Explorers need two skills in spades: the ability to lead and the ability to navigate. If you don’t know where you are, where you are going and can’t get others to follow you, things can get mighty unwholesome.
Most explorers have or take the trouble to acquire these skills. But not all of them. Ludwig Leichhardt, the first European to cross northern Australia, linking the East coast to the North, a spectacularly ambitious and successful expedition, was neither any good at knowing where he was nor much use at leading.
Some of his calculations put his estimated position in the Coral Sea they were so inaccurate. When he left the Burdekin river he went completely off course. He had two front teeth knocked out by an aboriginal guide- a friendly guide not an antagonistic one. He failed to ration his supplies and allowed half of them to be gobbled up in the first 700km of a 4800 km journey. From then on they lived precariously off the land.
Leichhardt, a Prussian of slender means, a former tutor of the children of the rich, was not very likeable, by all accounts. But he arrived in Australia aged 30 in 1843 determined to explore the interior. He got lucky when the British asked that someone try to link up what would become Brisbane with Port Essington in the north west.

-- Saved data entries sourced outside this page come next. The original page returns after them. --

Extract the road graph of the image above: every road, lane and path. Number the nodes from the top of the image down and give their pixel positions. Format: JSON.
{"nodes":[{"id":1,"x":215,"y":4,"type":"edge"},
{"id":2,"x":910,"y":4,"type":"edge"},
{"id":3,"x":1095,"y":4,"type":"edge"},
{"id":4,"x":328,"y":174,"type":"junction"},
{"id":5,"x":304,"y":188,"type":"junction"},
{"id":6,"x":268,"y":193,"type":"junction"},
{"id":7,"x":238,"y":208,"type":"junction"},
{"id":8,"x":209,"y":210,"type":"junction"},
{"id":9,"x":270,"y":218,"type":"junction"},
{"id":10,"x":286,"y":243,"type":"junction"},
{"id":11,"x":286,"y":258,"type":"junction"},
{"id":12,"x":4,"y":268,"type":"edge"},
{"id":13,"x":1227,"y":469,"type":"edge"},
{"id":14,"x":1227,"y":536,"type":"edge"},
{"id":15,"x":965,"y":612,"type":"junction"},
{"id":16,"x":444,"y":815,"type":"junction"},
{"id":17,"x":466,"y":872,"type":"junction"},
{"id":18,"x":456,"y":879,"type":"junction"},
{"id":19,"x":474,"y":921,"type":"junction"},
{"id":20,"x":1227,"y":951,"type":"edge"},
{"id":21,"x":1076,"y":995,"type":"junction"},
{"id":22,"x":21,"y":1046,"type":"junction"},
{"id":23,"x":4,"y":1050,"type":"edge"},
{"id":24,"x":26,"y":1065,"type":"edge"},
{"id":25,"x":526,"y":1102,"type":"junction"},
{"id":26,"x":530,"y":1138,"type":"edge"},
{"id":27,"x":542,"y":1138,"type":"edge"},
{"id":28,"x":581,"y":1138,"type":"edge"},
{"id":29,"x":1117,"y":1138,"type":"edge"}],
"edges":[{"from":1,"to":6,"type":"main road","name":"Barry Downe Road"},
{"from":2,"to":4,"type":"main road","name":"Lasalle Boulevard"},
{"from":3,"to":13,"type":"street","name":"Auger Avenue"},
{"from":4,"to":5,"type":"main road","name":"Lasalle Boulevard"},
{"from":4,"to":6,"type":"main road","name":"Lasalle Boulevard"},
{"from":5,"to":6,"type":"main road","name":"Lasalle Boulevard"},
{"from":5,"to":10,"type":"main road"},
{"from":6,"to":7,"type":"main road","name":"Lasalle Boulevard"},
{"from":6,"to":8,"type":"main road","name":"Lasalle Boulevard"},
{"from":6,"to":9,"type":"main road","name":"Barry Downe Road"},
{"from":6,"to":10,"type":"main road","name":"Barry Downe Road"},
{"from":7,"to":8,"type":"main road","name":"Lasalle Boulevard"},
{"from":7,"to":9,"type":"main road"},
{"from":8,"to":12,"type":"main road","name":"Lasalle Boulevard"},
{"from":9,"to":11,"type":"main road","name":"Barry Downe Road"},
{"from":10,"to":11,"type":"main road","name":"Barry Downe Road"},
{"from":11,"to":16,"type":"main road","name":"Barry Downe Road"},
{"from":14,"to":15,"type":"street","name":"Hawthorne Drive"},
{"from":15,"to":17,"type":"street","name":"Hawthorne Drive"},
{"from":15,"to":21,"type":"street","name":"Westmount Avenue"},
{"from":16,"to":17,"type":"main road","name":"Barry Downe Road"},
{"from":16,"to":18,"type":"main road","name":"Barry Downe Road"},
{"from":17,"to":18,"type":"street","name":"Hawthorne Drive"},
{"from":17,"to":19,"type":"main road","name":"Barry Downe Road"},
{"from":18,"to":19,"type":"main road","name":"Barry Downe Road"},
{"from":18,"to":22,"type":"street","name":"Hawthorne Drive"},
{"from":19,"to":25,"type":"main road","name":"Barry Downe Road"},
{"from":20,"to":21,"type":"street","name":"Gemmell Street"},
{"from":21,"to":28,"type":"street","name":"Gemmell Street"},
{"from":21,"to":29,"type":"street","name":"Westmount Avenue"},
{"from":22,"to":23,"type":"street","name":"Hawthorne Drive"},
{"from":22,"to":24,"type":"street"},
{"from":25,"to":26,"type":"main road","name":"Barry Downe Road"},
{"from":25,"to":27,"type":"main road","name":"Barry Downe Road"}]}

Was luck, then, the lesson we can draw from Leichhardt? (His luck ran out in 1848 when he disappeared in the interior of Australia). Or is it simply being in the right time and the right place (even if later you can’t exactly say where that place is)? Leichhardt was short sighted, temperamental, not physically impressive, incompetent and yet he made a truly great journey. Personally I think he stands as a necessary antidote to the ambitious hordes tugging their sledges to both poles and their rucksacks up Mt Everest. Exploration isn’t primarily about physical toughness, it’s about mental toughness allied with supreme optimism. Leichhardt really believed. No one else did which was why the journey hadn’t been made before. Nowadays such self belief is bolstered by sat phones, GPS, EPIRBs, air rescue. Journeys made in the old way look tame now, just as walking a six inch plank is easy when it’s on the ground. Try doing it when it is raised a few hundred feet…
Sheer unadulterated optimism, hope, belief that it can be done, that a way will be found: that’s the lesson of Ludwig Leichhardt.